| Exercise aim |
Return only the count of lines in the listing below where the word "from" appears.

| Data extracts |
┌──
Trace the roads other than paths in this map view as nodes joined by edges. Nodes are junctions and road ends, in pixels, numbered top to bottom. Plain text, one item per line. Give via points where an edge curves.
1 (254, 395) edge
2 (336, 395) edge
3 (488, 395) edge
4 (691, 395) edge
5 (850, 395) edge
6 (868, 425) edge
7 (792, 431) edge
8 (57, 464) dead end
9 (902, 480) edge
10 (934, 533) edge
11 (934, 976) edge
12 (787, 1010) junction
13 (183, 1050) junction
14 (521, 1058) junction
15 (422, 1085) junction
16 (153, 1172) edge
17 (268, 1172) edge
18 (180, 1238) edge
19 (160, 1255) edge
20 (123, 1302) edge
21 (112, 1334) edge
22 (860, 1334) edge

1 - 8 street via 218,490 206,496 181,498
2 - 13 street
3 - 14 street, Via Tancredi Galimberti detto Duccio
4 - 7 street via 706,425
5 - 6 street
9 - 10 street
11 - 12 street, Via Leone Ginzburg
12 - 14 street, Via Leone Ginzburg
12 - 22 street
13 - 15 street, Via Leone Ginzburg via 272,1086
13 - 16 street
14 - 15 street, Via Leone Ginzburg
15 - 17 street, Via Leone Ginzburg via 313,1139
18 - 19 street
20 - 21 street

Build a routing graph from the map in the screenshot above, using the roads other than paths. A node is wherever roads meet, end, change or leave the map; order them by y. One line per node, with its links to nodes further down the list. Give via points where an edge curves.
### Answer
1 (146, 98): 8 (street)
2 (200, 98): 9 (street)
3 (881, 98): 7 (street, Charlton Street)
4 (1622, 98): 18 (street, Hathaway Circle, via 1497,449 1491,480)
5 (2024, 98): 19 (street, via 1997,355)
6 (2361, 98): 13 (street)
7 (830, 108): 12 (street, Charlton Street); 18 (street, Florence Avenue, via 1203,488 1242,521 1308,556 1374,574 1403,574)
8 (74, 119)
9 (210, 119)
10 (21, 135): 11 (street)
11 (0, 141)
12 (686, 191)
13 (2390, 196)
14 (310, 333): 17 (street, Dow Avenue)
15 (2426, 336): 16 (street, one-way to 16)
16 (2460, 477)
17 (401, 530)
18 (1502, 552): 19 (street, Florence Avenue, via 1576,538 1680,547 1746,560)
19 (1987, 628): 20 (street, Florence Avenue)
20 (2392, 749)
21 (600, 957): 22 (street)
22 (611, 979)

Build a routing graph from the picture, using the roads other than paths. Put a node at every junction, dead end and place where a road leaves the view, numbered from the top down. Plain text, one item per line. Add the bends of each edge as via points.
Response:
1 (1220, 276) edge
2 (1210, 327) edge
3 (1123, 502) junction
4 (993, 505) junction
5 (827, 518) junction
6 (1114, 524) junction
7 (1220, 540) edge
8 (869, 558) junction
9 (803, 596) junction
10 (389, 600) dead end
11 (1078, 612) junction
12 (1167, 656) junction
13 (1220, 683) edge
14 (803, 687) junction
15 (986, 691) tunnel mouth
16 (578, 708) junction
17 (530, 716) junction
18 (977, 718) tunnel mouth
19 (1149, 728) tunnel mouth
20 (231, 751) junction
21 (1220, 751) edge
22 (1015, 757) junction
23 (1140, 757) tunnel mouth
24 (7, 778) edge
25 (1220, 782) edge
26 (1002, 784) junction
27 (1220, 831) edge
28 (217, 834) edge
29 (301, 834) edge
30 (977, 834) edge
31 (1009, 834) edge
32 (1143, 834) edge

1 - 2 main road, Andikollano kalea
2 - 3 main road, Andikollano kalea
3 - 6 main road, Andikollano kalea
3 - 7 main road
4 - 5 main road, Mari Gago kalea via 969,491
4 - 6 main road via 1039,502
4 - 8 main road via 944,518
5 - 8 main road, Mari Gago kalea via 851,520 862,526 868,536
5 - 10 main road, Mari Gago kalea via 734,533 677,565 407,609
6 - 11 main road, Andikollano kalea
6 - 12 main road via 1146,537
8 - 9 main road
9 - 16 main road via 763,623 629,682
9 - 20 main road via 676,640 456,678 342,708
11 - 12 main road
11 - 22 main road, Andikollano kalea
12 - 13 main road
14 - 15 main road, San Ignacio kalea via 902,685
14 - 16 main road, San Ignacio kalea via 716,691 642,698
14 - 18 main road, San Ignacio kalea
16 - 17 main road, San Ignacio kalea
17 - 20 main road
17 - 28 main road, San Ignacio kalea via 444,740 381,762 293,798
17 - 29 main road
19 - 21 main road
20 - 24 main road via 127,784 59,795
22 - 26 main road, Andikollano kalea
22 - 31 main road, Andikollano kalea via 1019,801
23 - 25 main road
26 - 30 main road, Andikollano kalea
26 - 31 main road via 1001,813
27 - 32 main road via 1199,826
└──
| Written response |
2